In this blog series, Talat Uyarer (Senior Principal Engineer), Rishabh Kedia (Principal Engineer), and David He (Engineering Director) will describe how we built a self-managed streaming platform and our learnings. In part I, we describe how we built a large-scale self-managed streaming infrastructure and services based on Flink, by migrating from a cloud-managed streaming service, and the learnings for operational scalability and observability, performance, and cost effectiveness. We summarize useful techniques and experience in our journey.

In Part 2, we will give a deeper description of our core building blocks of streaming infrastructure, such as autoscaler.
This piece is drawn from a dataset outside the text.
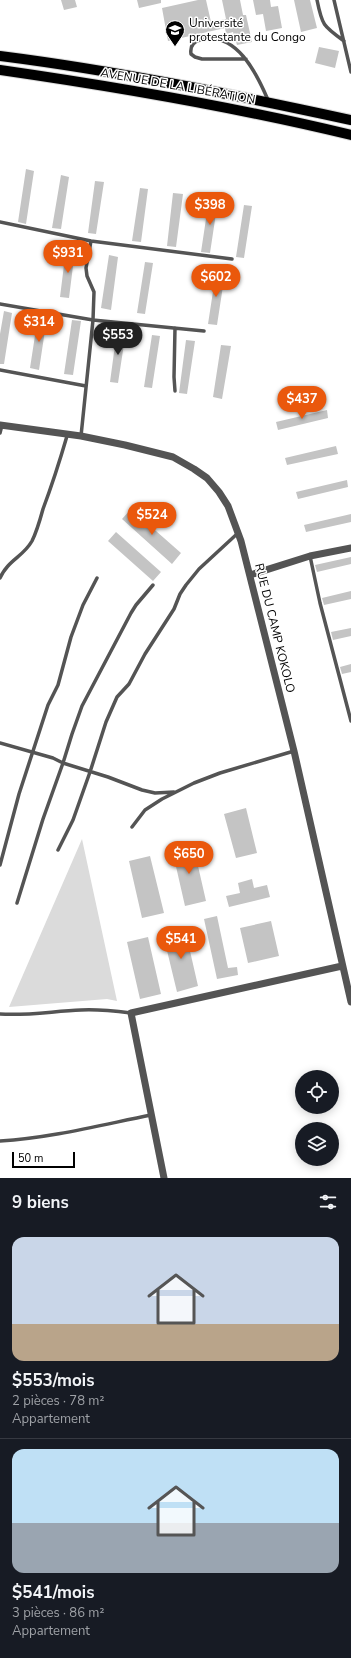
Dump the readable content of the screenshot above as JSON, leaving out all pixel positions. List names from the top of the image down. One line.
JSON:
{"streets":{"main road":["AVENUE DE LA LIBÉRATION"],"street":["RUE DU CAMP KOKOLO"]},"places":{"school or university":["Université protestante du Congo"]},"scale_bar":"50 m","page":{"price":["$398","$931","$602","$314","$553","$437","$524","$650","$541"],"scale":"50 m","heading":"9 biens","list":[{"name":"$553/mois","note":"2 pièces · 78 m² · Appartement"},{"name":"$541/mois","note":"3 pièces · 86 m² · Appartement"}]}}
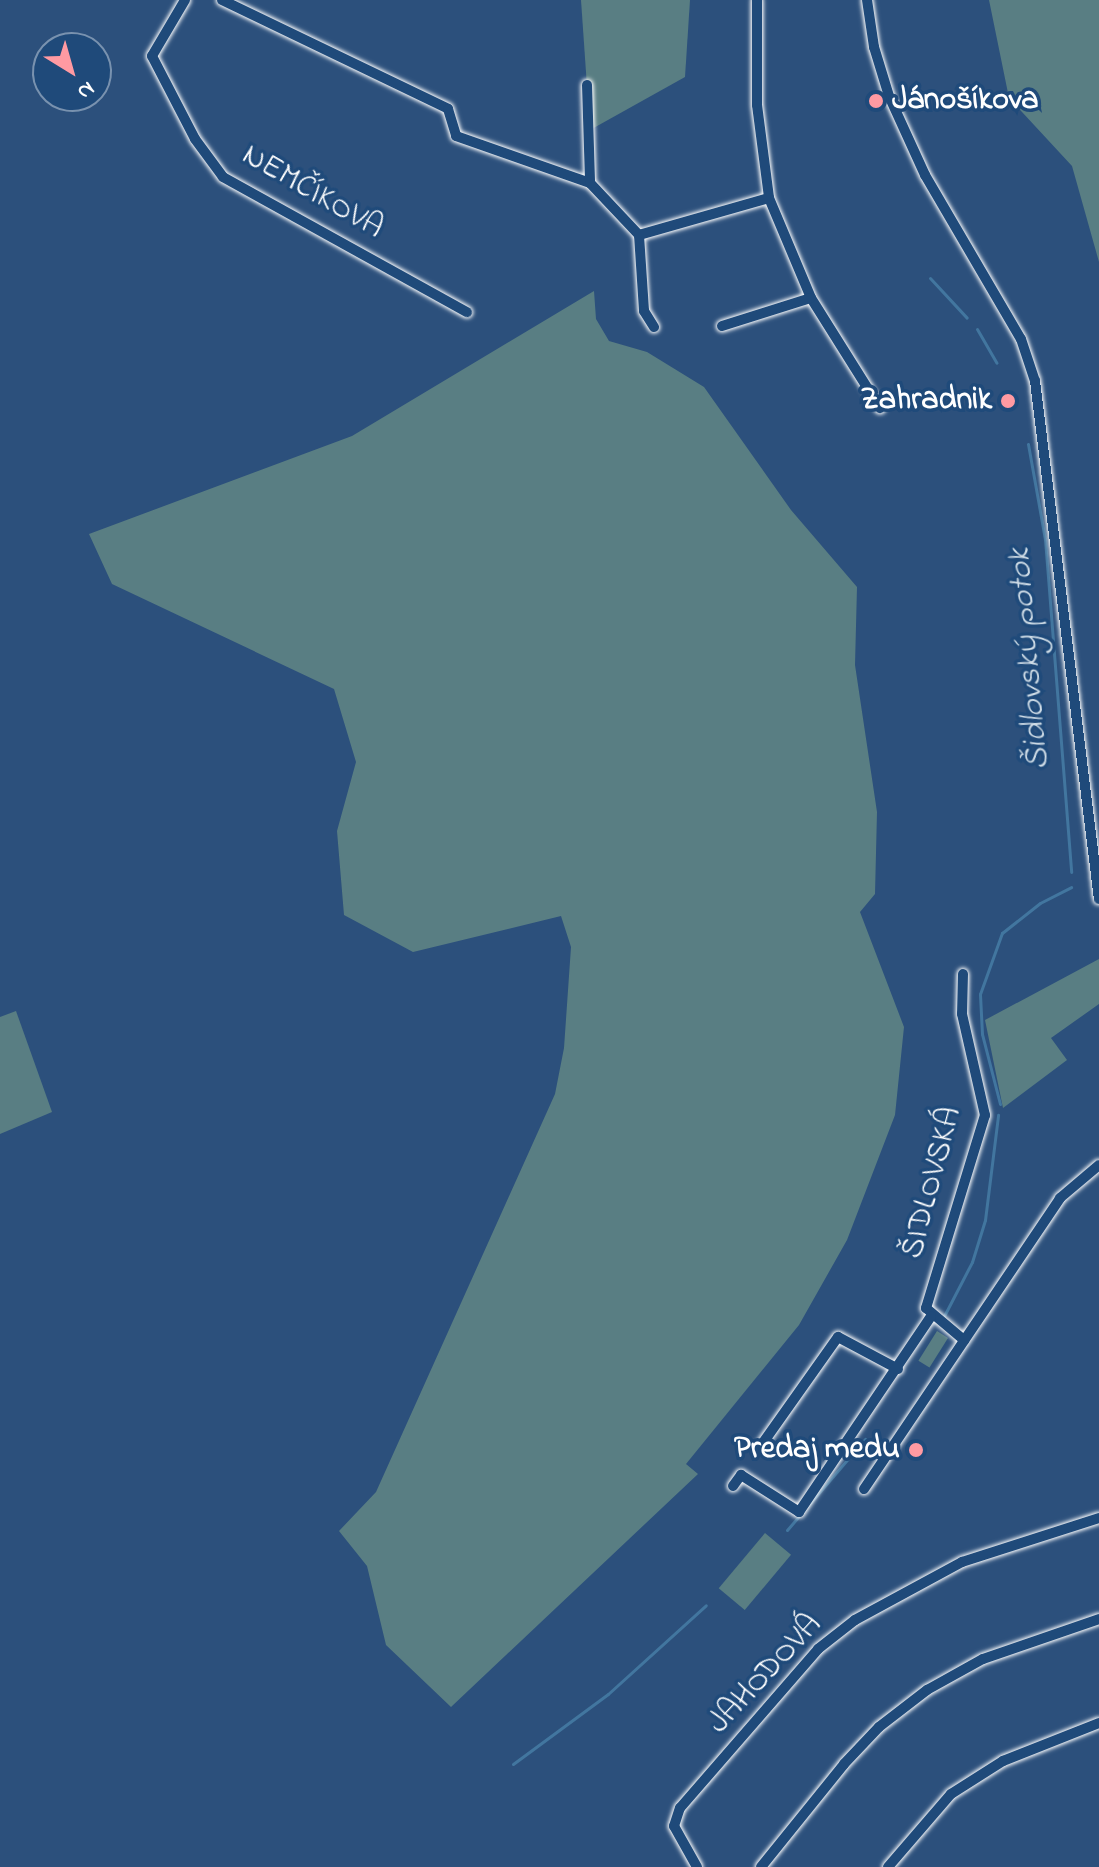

We will also give more details on our heavy customization, so that we can build a high-performance and large-scale streaming system, along with the learnings of solving challenging problems.

Why Self-Managed Streaming Infrastructure Matters

In the past several years, we have built a large-scale data platform on GCP. We used GCP Dataflow as a managed streaming service including the streaming engine running our application Apache Beam codes, and observability and tools such as Cloud Logging and Cloud Monitoring, more details can be referenced to [1]. The system can handle 15 millions of events per second, 1 trillion events daily, at 4 petabytes of data volume daily. We run ~30,000 Dataflow jobs, each job can have 1 or hundreds of workers depending on customer’s event throughputs. We support various applications using different endpoints: BigQuery data store, HTTPs based external SIEMs or internal endpoints, Syslog based SIEMs, GCS endpoints. Our customers and products rely on this data platform to handle cybersecurity postures and reactions. Our streaming infrastructure is highly flexible to add/update/delete a use case through a streaming job subscription.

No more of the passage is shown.